Etnik yönden homojen Türk ve Rum bölgeleri yaratmaya yönelik taksim politikası
ve ayrılıkçılık, Kıbrıs halkının ezici bir çoğunluğu tarafından onay
görmemektedir. Yıllardır verilen mücadele, adanın federal bir devlet çatısı
altında yeniden birleştirilmesi ve halkın birliğinin sağlanmasına yöneliktir.
23 Nisan 2003’den bu yana, Türk tarafının kısıtlı da olsa izin vermesi ile,
ateşkes hattının her iki yakasının karşılıklı olarak ziyaret edilmesi,
“Türklerle Rumlar bir arada yaşayamaz masalı”nın çöktüğünü bir kez daha
göstermiştir. Aralık 1963 olaylarından sonra, 1968’de normalizasyona
dönüldüğünde de, benzeri olaylar yaşanmış ve 1974 yazına kadar iki toplum
arasında herhangi bir çatışma meydana gelmemişti.
A.A: Denktaş ile Türkiye Hükümeti, BM tarafından sunulan Annan Planı’nı kendi taksimci maksimalist tezlerine uygun görmedikleri için reddederken, Kıbrıs Türk muhalefeti, içinde bulunulan çıkmazdan bir kurtuluş yolu olarak bu plana sarılmış görünmektedir. Plan, aslında savaş yoluyla adada oluşturulan iki devletli yapıyı kalıcılaştırmayı amaçlamakta ve AB muktesebatına ters bazı düzenlemeler içermektedir. “Çözüm ve AB üyeliği” hedefinde işbirliği yapma kararı alan Cumhuriyetçi Türk Partisi-Birleşik Güçler, Barış ve Demokrasi Hareketi ve Çözüm ve Avrupa Birliği Partisi, Annan Planına sahip çıkarken, Türkiye’nin gerek şimdi, gerekse gelecekteki “birleşik Kıbrıs” devleti üzerindeki vesayetine ilişkin olarak yeterince tepki koyamamaktadırlar.
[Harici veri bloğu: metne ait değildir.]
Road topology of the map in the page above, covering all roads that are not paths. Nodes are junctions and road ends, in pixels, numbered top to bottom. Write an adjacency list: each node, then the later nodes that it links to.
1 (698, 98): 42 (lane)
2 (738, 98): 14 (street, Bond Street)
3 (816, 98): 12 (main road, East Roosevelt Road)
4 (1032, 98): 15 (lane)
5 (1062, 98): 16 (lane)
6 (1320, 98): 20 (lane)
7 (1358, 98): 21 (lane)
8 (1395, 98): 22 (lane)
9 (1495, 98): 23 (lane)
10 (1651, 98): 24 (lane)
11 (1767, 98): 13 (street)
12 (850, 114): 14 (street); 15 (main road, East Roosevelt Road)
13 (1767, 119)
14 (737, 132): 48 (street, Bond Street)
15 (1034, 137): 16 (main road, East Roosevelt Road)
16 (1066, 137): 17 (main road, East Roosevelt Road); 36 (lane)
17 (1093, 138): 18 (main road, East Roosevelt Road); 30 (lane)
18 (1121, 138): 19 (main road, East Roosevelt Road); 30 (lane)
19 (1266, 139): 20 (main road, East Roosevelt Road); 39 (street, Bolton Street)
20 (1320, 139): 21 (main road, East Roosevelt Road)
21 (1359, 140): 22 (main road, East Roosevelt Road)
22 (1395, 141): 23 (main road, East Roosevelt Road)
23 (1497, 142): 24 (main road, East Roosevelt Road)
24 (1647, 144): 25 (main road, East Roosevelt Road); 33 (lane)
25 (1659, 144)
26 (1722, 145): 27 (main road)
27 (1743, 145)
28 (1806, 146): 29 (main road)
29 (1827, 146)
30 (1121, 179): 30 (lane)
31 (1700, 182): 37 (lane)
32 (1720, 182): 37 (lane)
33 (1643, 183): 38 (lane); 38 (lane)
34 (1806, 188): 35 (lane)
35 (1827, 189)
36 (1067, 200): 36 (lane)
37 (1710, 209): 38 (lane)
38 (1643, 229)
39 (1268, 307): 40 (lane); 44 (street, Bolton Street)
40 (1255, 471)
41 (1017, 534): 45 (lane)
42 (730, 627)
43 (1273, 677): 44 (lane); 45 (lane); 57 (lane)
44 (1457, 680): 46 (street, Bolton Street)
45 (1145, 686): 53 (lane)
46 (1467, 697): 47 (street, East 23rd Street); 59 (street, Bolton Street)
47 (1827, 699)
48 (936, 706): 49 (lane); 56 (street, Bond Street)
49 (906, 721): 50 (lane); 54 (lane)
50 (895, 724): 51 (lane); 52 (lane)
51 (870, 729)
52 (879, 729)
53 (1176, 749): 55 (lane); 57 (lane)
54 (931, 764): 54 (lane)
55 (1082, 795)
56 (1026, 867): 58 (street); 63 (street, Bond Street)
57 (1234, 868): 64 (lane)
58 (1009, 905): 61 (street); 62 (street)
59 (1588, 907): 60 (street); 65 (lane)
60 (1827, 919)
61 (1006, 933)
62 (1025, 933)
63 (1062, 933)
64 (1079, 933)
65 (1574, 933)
Oluşturabilir ve öyle olmak durumundadır. Kıbrıs Türk solu, adanın etnik ayrımcı küçük devletlere bölünmesi yerine, adadaki her iki milliyetten emekçi halkın güçlerini birleştireceği “Birleşik Demokratik Kıbrıs” alternatifini savunmalıdır. Emperyalizme maşalık edecek ve kendi kendine yeterli olamayan ayrılıkçı bir yapı, adanın kurtuluş mücadelesine yarar değil, zarar verecektir.
A.A: Ne yazık ki şu anda yok. Özel Harp Dairesi’ne bağlı yeraltı örgütü “Türk Mukavemet Teşkilatı” (TMT)’ nin 1958’deki ilk tedhiş dalgası ardından, Kıbrıslı Türk emekçilerin ortak işçi sendikası PEO’dan ve ortak siyasal parti AKEL’den ayrılmaları ve sonrasında gelişen olaylar zinciri, ortak siyasi çalışmaları zora sokmuş ve hatta sona erdirmişti. 1962’de, Kıbrıs Cumhuriyeti’nin devamı ve Rum-Türk işbirliği için mücadele eden haftalık “Cumhuriyet” gazetesinin avukat olan sahip ve yazarları Ahmet Gürkan ile Ayhan Hikmet’in katledilmeleri, 1965’de AKEL MK üyesi Kıbrıslı Türk sendikacı Derviş Ali Kavazoğlu’nun, yine sendikacı olan Rum arkadaşı ile birlikte pusu kurularak öldürülmeleri, sosyalistler için büyük kayıp olurken, TMT için de toplumu bir korku ve sindirme havasına sokmasına yardımcı olmuştu.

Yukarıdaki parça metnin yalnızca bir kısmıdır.